So rich dude begins filing complaints against my father with the county for building code violations, unsafe living conditions (both complaints rejected, but after a lot of work). My parents had a very nice dollhouse moved onto the property for a grandkid, and rich dude filed a complaint because dad didn't get a permit (he didn't need one), then tried to get a petition in his neighborhood (again, not even on the same street as my father, whose lot backs up to the street rich dude's house faces. Also, dude can't see the junk or the house or any of the outbuildings from his lot--although the dollhouse is visible.). No one signed the petition, which wouldn't have had any validity anyway.

Next, dude began complaining about my parent's dog, who ran loose, as did most other dogs in the mostly rural neighborhood. Technically there was a leash law, so my parents had to contain the dog (a miniature Pinscher), who hated the leash so much he broke it and ran away to live with a neighbor.

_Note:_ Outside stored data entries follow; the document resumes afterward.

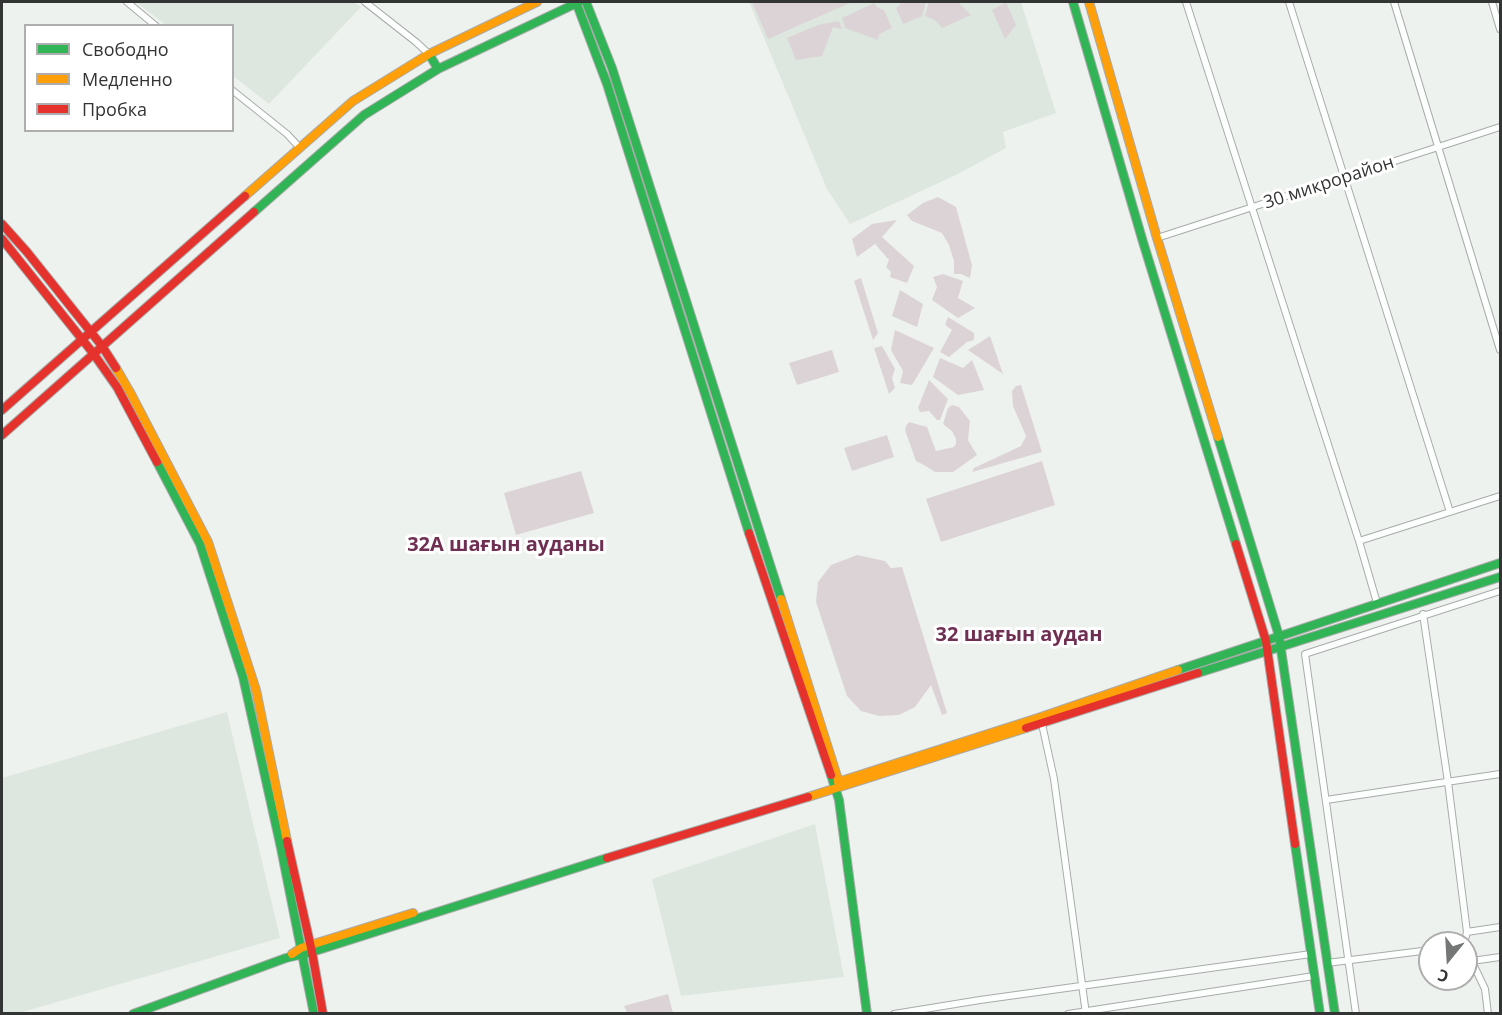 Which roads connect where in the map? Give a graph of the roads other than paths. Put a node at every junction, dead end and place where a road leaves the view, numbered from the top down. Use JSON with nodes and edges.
{"nodes":[{"id":1,"x":127,"y":2,"type":"edge"},
{"id":2,"x":365,"y":2,"type":"edge"},
{"id":3,"x":537,"y":2,"type":"edge"},
{"id":4,"x":580,"y":2,"type":"edge"},
{"id":5,"x":1073,"y":2,"type":"edge"},
{"id":6,"x":1089,"y":2,"type":"edge"},
{"id":7,"x":1186,"y":2,"type":"edge"},
{"id":8,"x":1289,"y":2,"type":"edge"},
{"id":9,"x":1394,"y":2,"type":"edge"},
{"id":10,"x":1492,"y":2,"type":"edge"},
{"id":11,"x":154,"y":24,"type":"edge"},
{"id":12,"x":1500,"y":29,"type":"edge"},
{"id":13,"x":429,"y":54,"type":"junction"},
{"id":14,"x":438,"y":69,"type":"junction"},
{"id":15,"x":234,"y":92,"type":"edge"},
{"id":16,"x":1500,"y":127,"type":"edge"},
{"id":17,"x":300,"y":148,"type":"junction"},
{"id":18,"x":1438,"y":148,"type":"junction"},
{"id":19,"x":1343,"y":177,"type":"junction"},
{"id":20,"x":1252,"y":208,"type":"junction"},
{"id":21,"x":2,"y":224,"type":"edge"},
{"id":22,"x":1157,"y":238,"type":"junction"},
{"id":23,"x":2,"y":239,"type":"edge"},
{"id":24,"x":90,"y":332,"type":"junction"},
{"id":25,"x":82,"y":339,"type":"junction"},
{"id":26,"x":102,"y":346,"type":"junction"},
{"id":27,"x":1500,"y":350,"type":"edge"},
{"id":28,"x":93,"y":353,"type":"junction"},
{"id":29,"x":2,"y":410,"type":"edge"},
{"id":30,"x":2,"y":435,"type":"edge"},
{"id":31,"x":1500,"y":496,"type":"edge"},
{"id":32,"x":1450,"y":512,"type":"junction"},
{"id":33,"x":1359,"y":541,"type":"junction"},
{"id":34,"x":1500,"y":563,"type":"edge"},
{"id":35,"x":1500,"y":577,"type":"edge"},
{"id":36,"x":1500,"y":591,"type":"edge"},
{"id":37,"x":1377,"y":603,"type":"junction"},
{"id":38,"x":1423,"y":614,"type":"junction"},
{"id":39,"x":1329,"y":632,"type":"junction"},
{"id":40,"x":1279,"y":636,"type":"junction"},
{"id":41,"x":1266,"y":641,"type":"junction"},
{"id":42,"x":1333,"y":644,"type":"junction"},
{"id":43,"x":1281,"y":646,"type":"junction"},
{"id":44,"x":1269,"y":651,"type":"junction"},
{"id":45,"x":1042,"y":724,"type":"junction"},
{"id":46,"x":1500,"y":774,"type":"edge"},
{"id":47,"x":1448,"y":782,"type":"junction"},
{"id":48,"x":836,"y":785,"type":"junction"},
{"id":49,"x":1326,"y":800,"type":"junction"},
{"id":50,"x":1500,"y":927,"type":"edge"},
{"id":51,"x":1467,"y":931,"type":"edge"},
{"id":52,"x":1474,"y":931,"type":"edge"},
{"id":53,"x":306,"y":950,"type":"junction"},
{"id":54,"x":1418,"y":952,"type":"edge"},
{"id":55,"x":1311,"y":954,"type":"junction"},
{"id":56,"x":1500,"y":957,"type":"edge"},
{"id":57,"x":1478,"y":960,"type":"edge"},
{"id":58,"x":1349,"y":961,"type":"junction"},
{"id":59,"x":1327,"y":963,"type":"junction"},
{"id":60,"x":1478,"y":974,"type":"edge"},
{"id":61,"x":1314,"y":976,"type":"junction"},
{"id":62,"x":1082,"y":987,"type":"junction"},
{"id":63,"x":1085,"y":1012,"type":"edge"},
{"id":64,"x":133,"y":1014,"type":"edge"},
{"id":65,"x":314,"y":1014,"type":"edge"},
{"id":66,"x":323,"y":1014,"type":"edge"},
{"id":67,"x":867,"y":1014,"type":"edge"},
{"id":68,"x":894,"y":1014,"type":"edge"},
{"id":69,"x":1068,"y":1014,"type":"edge"},
{"id":70,"x":1320,"y":1014,"type":"edge"},
{"id":71,"x":1335,"y":1014,"type":"edge"},
{"id":72,"x":1356,"y":1014,"type":"edge"},
{"id":73,"x":1488,"y":1014,"type":"edge"}],
"edges":[{"from":1,"to":11,"type":"street"},
{"from":2,"to":13,"type":"street"},
{"from":3,"to":13,"type":"main road"},
{"from":4,"to":14,"type":"main road"},
{"from":4,"to":48,"type":"main road"},
{"from":5,"to":41,"type":"main road"},
{"from":6,"to":22,"type":"main road"},
{"from":7,"to":20,"type":"street"},
{"from":8,"to":19,"type":"street"},
{"from":9,"to":18,"type":"street"},
{"from":10,"to":12,"type":"street"},
{"from":13,"to":14,"type":"main road"},
{"from":13,"to":17,"type":"main road"},
{"from":14,"to":26,"type":"main road"},
{"from":15,"to":17,"type":"street"},
{"from":16,"to":18,"type":"street","name":"30 микрорайон"},
{"from":17,"to":24,"type":"main road"},
{"from":18,"to":19,"type":"street","name":"30 микрорайон"},
{"from":18,"to":27,"type":"street"},
{"from":19,"to":20,"type":"street","name":"30 микрорайон"},
{"from":19,"to":32,"type":"street"},
{"from":20,"to":22,"type":"street","name":"30 микрорайон"},
{"from":20,"to":33,"type":"street"},
{"from":21,"to":24,"type":"main road"},
{"from":22,"to":40,"type":"main road"},
{"from":23,"to":25,"type":"main road"},
{"from":24,"to":25,"type":"main road"},
{"from":24,"to":26,"type":"main road"},
{"from":25,"to":28,"type":"main road"},
{"from":25,"to":29,"type":"main road"},
{"from":26,"to":28,"type":"main road"},
{"from":26,"to":53,"type":"main road"},
{"from":28,"to":30,"type":"main road"},
{"from":28,"to":53,"type":"main road"},
{"from":31,"to":32,"type":"street"},
{"from":32,"to":33,"type":"street"},
{"from":33,"to":37,"type":"street"},
{"from":34,"to":37,"type":"main road"},
{"from":35,"to":39,"type":"main road"},
{"from":36,"to":38,"type":"street"},
{"from":37,"to":40,"type":"main road"},
{"from":38,"to":42,"type":"street"},
{"from":38,"to":47,"type":"street"},
{"from":39,"to":42,"type":"street"},
{"from":39,"to":43,"type":"main road"},
{"from":40,"to":41,"type":"main road"},
{"from":40,"to":43,"type":"main road"},
{"from":41,"to":44,"type":"main road"},
{"from":41,"to":48,"type":"main road"},
{"from":42,"to":49,"type":"street"},
{"from":43,"to":44,"type":"main road"},
{"from":43,"to":59,"type":"main road"},
{"from":44,"to":45,"type":"main road"},
{"from":44,"to":55,"type":"main road"},
{"from":45,"to":48,"type":"main road"},
{"from":45,"to":62,"type":"street"},
{"from":46,"to":47,"type":"street"},
{"from":47,"to":49,"type":"street"},
{"from":47,"to":51,"type":"street"},
{"from":48,"to":53,"type":"main road"},
{"from":48,"to":67,"type":"main road"},
{"from":49,"to":58,"type":"street"},
{"from":50,"to":52,"type":"street"},
{"from":53,"to":64,"type":"main road"},
{"from":53,"to":65,"type":"main road"},
{"from":53,"to":66,"type":"main road"},
{"from":54,"to":58,"type":"street"},
{"from":55,"to":61,"type":"main road"},
{"from":55,"to":62,"type":"street"},
{"from":56,"to":57,"type":"street"},
{"from":58,"to":59,"type":"street"},
{"from":58,"to":72,"type":"street"},
{"from":59,"to":71,"type":"main road"},
{"from":60,"to":73,"type":"street"},
{"from":61,"to":63,"type":"street"},
{"from":61,"to":70,"type":"main road"},
{"from":62,"to":63,"type":"street"},
{"from":62,"to":68,"type":"street"},
{"from":63,"to":69,"type":"street"}]} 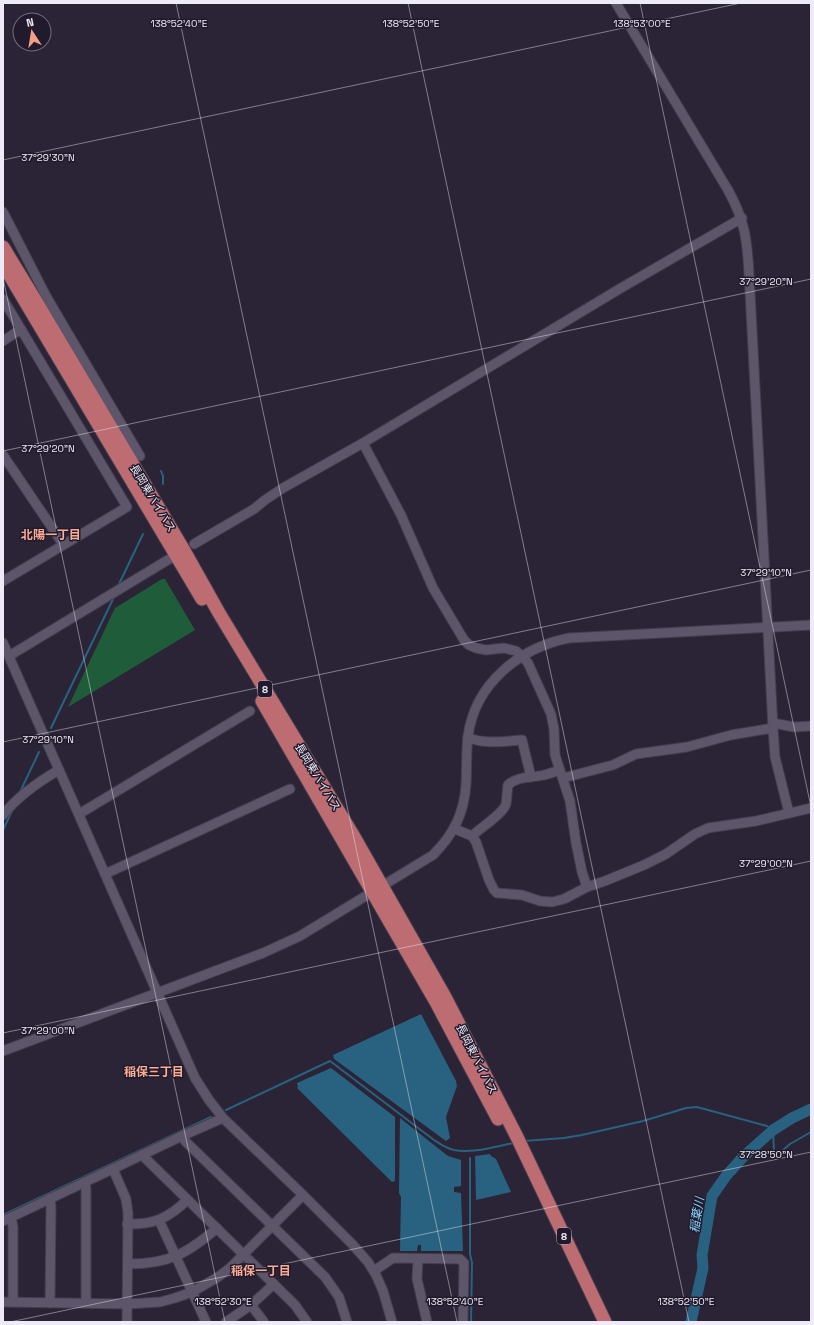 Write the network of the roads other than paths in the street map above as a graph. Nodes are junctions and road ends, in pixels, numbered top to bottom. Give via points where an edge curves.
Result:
1 (616, 3) edge
2 (3, 212) edge
3 (742, 218) junction
4 (3, 247) edge
5 (3, 264) edge
6 (3, 299) edge
7 (21, 329) junction
8 (3, 341) edge
9 (363, 443) junction
10 (3, 455) edge
11 (140, 456) dead end
12 (63, 544) junction
13 (194, 544) dead end
14 (171, 558) dead end
15 (3, 581) edge
16 (811, 625) edge
17 (768, 627) junction
18 (3, 643) edge
19 (9, 656) junction
20 (522, 656) junction
21 (250, 712) dead end
22 (773, 725) junction
23 (811, 726) edge
24 (468, 737) junction
25 (59, 770) junction
26 (561, 774) junction
27 (531, 776) junction
28 (290, 789) dead end
29 (811, 808) edge
30 (790, 813) junction
31 (79, 814) junction
32 (3, 815) edge
33 (455, 829) junction
34 (472, 836) junction
35 (106, 874) junction
36 (587, 887) junction
37 (377, 889) junction
38 (157, 993) junction
39 (3, 1051) edge
40 (223, 1118) junction
41 (182, 1136) junction
42 (519, 1151) junction
43 (142, 1155) junction
44 (113, 1169) junction
45 (85, 1182) junction
46 (302, 1195) junction
47 (50, 1198) junction
48 (187, 1200) junction
49 (7, 1219) edge
50 (159, 1220) junction
51 (127, 1224) junction
52 (271, 1226) junction
53 (217, 1228) junction
54 (244, 1254) junction
55 (176, 1256) junction
56 (418, 1259) junction
57 (128, 1264) junction
58 (374, 1271) junction
59 (274, 1284) junction
60 (192, 1292) junction
61 (3, 1302) edge
62 (13, 1302) junction
63 (50, 1303) junction
64 (86, 1303) junction
65 (128, 1304) junction
66 (252, 1305) junction
67 (127, 1322) edge
68 (206, 1322) edge
69 (226, 1322) edge
70 (264, 1322) edge
71 (307, 1322) edge
72 (347, 1322) edge
73 (392, 1322) edge
74 (427, 1322) edge
75 (463, 1322) edge
76 (596, 1322) edge
77 (605, 1322) edge

1 - 3 street via 728,190
2 - 11 street via 46,296
3 - 9 street
3 - 17 street via 747,240
4 - 37 highway, 長岡東バイパス / 8 via 353,835
5 - 37 highway, 長岡東バイパス / 8
6 - 7 street
7 - 8 street
7 - 12 street via 127,507
9 - 13 street via 283,488 254,509
9 - 20 street via 401,515 433,588 464,640 476,648 510,649
10 - 12 street
12 - 15 street
14 - 19 street
16 - 17 street
17 - 20 street via 569,638 542,646
17 - 22 street
18 - 19 street
19 - 25 street
20 - 24 street via 496,677 482,697 470,725
20 - 26 street via 528,663 551,714 554,750
21 - 31 street
22 - 23 street
22 - 26 street via 681,748 636,754 613,765
22 - 30 street via 775,757
24 - 27 street via 481,742 522,740
24 - 33 street via 465,796
25 - 31 street
25 - 32 street via 32,787
26 - 27 street
26 - 36 street via 570,801
27 - 34 street via 512,781 508,785 506,805 502,811
28 - 35 street
29 - 30 street
30 - 36 street via 708,828 650,862
31 - 35 street
33 - 34 street
33 - 37 street via 433,855
34 - 36 street via 479,846 491,885 497,893 522,894 540,901 552,902
35 - 38 street
37 - 38 street via 300,936
37 - 42 highway, 長岡東バイパス / 8 via 445,997
38 - 39 street
38 - 40 street via 195,1078
40 - 41 street
40 - 46 street
41 - 43 street
41 - 52 street
42 - 76 highway, 長岡東バイパス / 8
42 - 77 highway, 長岡東バイパス / 8
43 - 44 street
43 - 48 street
44 - 45 street
44 - 51 street via 126,1199
45 - 47 street
45 - 64 street
46 - 52 street
46 - 58 street via 360,1253
47 - 49 street
47 - 63 street
48 - 50 street
48 - 53 street
49 - 62 street via 13,1227
50 - 51 street
50 - 55 street
51 - 57 street
52 - 54 street
52 - 72 street via 325,1277 339,1297
53 - 54 street
53 - 55 street via 198,1245
54 - 59 street
54 - 60 street via 218,1277
55 - 57 street via 152,1263
55 - 60 street
56 - 58 street via 393,1258
56 - 74 street via 418,1279
56 - 75 street via 462,1260
57 - 65 street
58 - 73 street via 388,1304
59 - 66 street
59 - 71 street via 295,1304
60 - 65 street via 160,1302
60 - 68 street
61 - 62 street
62 - 63 street
63 - 64 street
64 - 65 street
65 - 67 street
66 - 69 street
66 - 70 street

Meanwhile, rich dude throws big family reunion parties, and his guests park on our back lot, with nary a complaint from my parents. My father, btw, is 70, and is only partially mobile because of a stroke, and is in constant pain from arthritis. He has lived in this house for 25 years, with the same basic yard habits he has now. So rich Bubba saw what he was moving into--or rather, what he was moving down the street from.

Oh yeah, and to paint a more complete picture of ruch dude, he has complained to several neighbors about a a trailer park that opened about two miles away. It's a nice lot, with maybe ten double-wides, all nicely maintained and each on at least a quarter of an acre, maybe larger. But rich dude has said that all those trailer families have too many kids and that the kids are all vandals who will trash his house and neighborhood.

It's a pity Katrina was so easy on his house.

Anyway, my opinion of anyone who worries about anything not on their own property is pretty low.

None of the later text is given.